This multi-phased study of 201 car salespeople working for 93 different car dealerships identifies that quitting behaviour depends on two factors; who else leaves and employee relationship with managers. In academic circles, this is known as turnover contagion. Without support and timely communication from leaders, employees may begin to engage in mass exodus when other employees leave.
Through data analysis on 976 employee profiles, this research shows that which employees volunteer for a layoff when the option is presented versus who is selected by management for involuntary layoffs differs roughly 50% of the time. Although voluntary layoffs may be viewed as more humane, organizations clearly need proper policies and procedures in place to correct mismatched or dysfunctional exit of employees if voluntary layoffs are used.
Data analysis on 388 downsizing announcements demonstrates that shareholders react differently to layoff announcements based on the level of responsibility assumed in the message, the positioning of how negative the event is and the inclusion/exclusion of the CEO in the announcement.
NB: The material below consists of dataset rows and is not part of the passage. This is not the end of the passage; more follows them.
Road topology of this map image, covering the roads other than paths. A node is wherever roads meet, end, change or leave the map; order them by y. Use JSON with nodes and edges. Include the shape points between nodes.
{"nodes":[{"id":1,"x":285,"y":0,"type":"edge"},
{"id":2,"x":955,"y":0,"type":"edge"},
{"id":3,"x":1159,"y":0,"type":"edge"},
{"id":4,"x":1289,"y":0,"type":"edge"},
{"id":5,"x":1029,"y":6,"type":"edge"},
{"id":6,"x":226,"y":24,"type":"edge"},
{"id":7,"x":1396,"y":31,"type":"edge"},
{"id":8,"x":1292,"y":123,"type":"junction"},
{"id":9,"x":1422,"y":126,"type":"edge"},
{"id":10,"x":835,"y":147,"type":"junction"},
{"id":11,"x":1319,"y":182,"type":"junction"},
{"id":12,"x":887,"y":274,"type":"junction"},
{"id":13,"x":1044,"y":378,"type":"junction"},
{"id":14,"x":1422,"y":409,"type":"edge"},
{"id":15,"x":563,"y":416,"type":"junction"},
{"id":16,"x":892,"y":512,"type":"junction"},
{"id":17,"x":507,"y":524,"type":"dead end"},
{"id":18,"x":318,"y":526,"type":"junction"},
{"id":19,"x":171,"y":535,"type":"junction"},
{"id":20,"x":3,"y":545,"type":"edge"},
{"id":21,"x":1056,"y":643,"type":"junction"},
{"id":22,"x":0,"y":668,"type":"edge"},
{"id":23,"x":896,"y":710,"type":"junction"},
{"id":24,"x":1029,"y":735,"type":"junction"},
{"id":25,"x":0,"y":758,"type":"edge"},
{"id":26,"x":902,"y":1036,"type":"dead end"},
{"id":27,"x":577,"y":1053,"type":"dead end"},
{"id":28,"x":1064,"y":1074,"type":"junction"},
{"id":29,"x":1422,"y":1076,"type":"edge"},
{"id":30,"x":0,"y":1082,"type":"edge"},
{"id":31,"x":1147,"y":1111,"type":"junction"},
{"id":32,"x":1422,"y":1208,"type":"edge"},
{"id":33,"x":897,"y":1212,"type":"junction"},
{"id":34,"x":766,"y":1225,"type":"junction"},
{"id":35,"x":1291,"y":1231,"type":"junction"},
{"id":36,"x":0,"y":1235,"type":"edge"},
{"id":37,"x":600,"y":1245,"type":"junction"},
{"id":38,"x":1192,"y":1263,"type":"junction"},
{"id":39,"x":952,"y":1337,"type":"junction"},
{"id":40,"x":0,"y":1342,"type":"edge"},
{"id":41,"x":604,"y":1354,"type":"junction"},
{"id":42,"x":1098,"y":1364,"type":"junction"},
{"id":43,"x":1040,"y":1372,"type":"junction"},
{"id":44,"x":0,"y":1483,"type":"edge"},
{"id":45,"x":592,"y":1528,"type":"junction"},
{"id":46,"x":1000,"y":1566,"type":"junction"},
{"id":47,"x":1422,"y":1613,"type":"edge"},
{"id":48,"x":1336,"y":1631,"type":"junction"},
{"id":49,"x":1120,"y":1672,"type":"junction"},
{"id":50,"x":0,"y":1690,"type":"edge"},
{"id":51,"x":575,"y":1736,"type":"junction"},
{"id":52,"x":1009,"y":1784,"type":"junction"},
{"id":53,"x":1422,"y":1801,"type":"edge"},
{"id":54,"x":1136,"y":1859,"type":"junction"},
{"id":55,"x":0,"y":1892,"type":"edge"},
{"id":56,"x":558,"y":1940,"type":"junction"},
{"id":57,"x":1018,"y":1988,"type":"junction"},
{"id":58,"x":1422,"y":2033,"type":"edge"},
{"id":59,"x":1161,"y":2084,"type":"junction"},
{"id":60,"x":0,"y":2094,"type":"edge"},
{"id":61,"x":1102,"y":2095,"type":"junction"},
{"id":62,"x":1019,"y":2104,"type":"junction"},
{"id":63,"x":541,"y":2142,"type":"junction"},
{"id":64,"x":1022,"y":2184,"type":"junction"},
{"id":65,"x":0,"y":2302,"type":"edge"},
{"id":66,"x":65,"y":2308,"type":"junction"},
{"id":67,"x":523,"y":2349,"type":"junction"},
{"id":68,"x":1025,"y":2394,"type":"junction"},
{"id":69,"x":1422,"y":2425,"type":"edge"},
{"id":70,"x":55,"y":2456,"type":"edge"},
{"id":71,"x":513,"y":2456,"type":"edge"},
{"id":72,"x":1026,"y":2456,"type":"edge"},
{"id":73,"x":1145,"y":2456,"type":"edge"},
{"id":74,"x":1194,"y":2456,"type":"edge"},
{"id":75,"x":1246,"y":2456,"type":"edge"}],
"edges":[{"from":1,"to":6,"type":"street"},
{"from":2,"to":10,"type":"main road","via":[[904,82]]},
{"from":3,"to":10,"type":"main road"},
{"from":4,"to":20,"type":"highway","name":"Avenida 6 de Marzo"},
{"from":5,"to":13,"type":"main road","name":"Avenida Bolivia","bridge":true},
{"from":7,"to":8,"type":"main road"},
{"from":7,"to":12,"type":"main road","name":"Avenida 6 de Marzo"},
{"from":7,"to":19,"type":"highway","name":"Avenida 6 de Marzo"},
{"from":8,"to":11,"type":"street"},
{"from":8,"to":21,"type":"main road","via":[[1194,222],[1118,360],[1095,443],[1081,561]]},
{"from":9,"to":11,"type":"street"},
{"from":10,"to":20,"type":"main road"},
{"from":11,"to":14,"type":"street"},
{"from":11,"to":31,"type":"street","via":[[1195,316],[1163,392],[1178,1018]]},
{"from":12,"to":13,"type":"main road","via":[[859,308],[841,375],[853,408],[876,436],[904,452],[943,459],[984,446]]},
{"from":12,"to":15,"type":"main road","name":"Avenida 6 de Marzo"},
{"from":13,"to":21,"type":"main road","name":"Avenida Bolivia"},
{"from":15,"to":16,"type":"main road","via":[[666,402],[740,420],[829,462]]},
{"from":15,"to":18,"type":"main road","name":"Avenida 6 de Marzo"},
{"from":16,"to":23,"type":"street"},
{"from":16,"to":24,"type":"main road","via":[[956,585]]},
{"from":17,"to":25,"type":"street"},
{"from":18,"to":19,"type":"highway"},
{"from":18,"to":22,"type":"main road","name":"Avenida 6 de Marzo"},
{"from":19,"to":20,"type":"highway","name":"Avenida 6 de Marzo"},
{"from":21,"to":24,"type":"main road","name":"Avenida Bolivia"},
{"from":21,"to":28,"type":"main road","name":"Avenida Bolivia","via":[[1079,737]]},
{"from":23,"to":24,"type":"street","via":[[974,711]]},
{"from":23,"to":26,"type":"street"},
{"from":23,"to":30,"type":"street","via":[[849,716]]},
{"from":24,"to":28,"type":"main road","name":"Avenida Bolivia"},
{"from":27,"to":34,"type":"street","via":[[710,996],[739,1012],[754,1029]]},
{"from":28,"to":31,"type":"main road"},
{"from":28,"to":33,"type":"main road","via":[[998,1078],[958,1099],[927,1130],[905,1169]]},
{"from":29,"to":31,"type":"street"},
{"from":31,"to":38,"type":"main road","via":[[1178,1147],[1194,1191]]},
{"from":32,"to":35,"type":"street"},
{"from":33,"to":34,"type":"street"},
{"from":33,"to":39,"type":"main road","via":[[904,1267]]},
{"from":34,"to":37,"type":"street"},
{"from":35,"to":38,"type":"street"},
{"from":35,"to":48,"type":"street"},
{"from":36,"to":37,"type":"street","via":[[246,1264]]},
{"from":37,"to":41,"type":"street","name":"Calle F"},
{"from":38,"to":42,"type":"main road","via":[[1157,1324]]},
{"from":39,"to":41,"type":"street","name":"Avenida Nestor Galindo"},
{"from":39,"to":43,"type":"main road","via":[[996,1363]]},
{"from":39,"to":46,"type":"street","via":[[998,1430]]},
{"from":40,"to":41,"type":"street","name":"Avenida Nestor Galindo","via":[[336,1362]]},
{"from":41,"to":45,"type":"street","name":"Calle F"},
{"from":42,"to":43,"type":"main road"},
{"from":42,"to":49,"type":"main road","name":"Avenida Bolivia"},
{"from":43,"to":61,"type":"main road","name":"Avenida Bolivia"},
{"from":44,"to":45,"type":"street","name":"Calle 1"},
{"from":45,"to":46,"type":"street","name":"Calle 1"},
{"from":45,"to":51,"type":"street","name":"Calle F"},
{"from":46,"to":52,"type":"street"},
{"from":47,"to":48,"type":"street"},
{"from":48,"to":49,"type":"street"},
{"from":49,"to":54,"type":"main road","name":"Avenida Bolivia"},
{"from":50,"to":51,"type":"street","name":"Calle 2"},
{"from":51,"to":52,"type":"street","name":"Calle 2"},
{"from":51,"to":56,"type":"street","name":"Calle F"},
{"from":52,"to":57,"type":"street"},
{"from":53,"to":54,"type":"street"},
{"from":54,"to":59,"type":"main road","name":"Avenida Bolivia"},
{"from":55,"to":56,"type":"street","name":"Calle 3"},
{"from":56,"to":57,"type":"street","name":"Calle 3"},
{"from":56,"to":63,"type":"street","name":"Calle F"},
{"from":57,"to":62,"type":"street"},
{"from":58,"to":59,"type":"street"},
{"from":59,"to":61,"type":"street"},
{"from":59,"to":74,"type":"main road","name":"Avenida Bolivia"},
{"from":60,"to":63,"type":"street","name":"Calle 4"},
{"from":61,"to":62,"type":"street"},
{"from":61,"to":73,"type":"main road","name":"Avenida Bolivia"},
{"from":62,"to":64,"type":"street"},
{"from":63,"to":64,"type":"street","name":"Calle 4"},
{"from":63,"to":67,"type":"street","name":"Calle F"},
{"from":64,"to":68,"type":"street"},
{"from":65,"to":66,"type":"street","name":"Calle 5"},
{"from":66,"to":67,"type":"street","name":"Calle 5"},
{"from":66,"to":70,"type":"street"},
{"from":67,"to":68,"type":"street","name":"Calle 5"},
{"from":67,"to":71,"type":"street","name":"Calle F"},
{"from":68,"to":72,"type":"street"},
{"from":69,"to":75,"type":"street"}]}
Organizations must remain genuine but also manage the explanation for downsizing activity to minimize negative stakeholder reactions (that impact stock prices).
TBD
A survey of 99 employers demonstrates that employers shift the onus of responsibility for SIEs integration to other stakeholders (namely, the immigrant or government agencies), require documentation to evaluate human capital attainment of SIEs and may be systemically discriminating against SIEs. Employers must take accountability for integrating SIE’s, partner/collaborate with critical stakeholders for skills assessment and remove barriers to entry to benefit from the competitive advantage that foreign trained professionals bring to the workplace.
A mixed methods approach was used to pair content analysis of 178 downsizing announcements from 2005 to 2011 with organizational financial data pre- and post-downsizing event. This research helps to explain the divergent relationships between downsizing and organizational financial performance by identifying downsizing as a multi-dimensional event. Organizations experiencing both financial growth and decline engage in downsizing, but they rationalize the downsizing differently (according to social accounts: excuses, justifications, denials and apologies).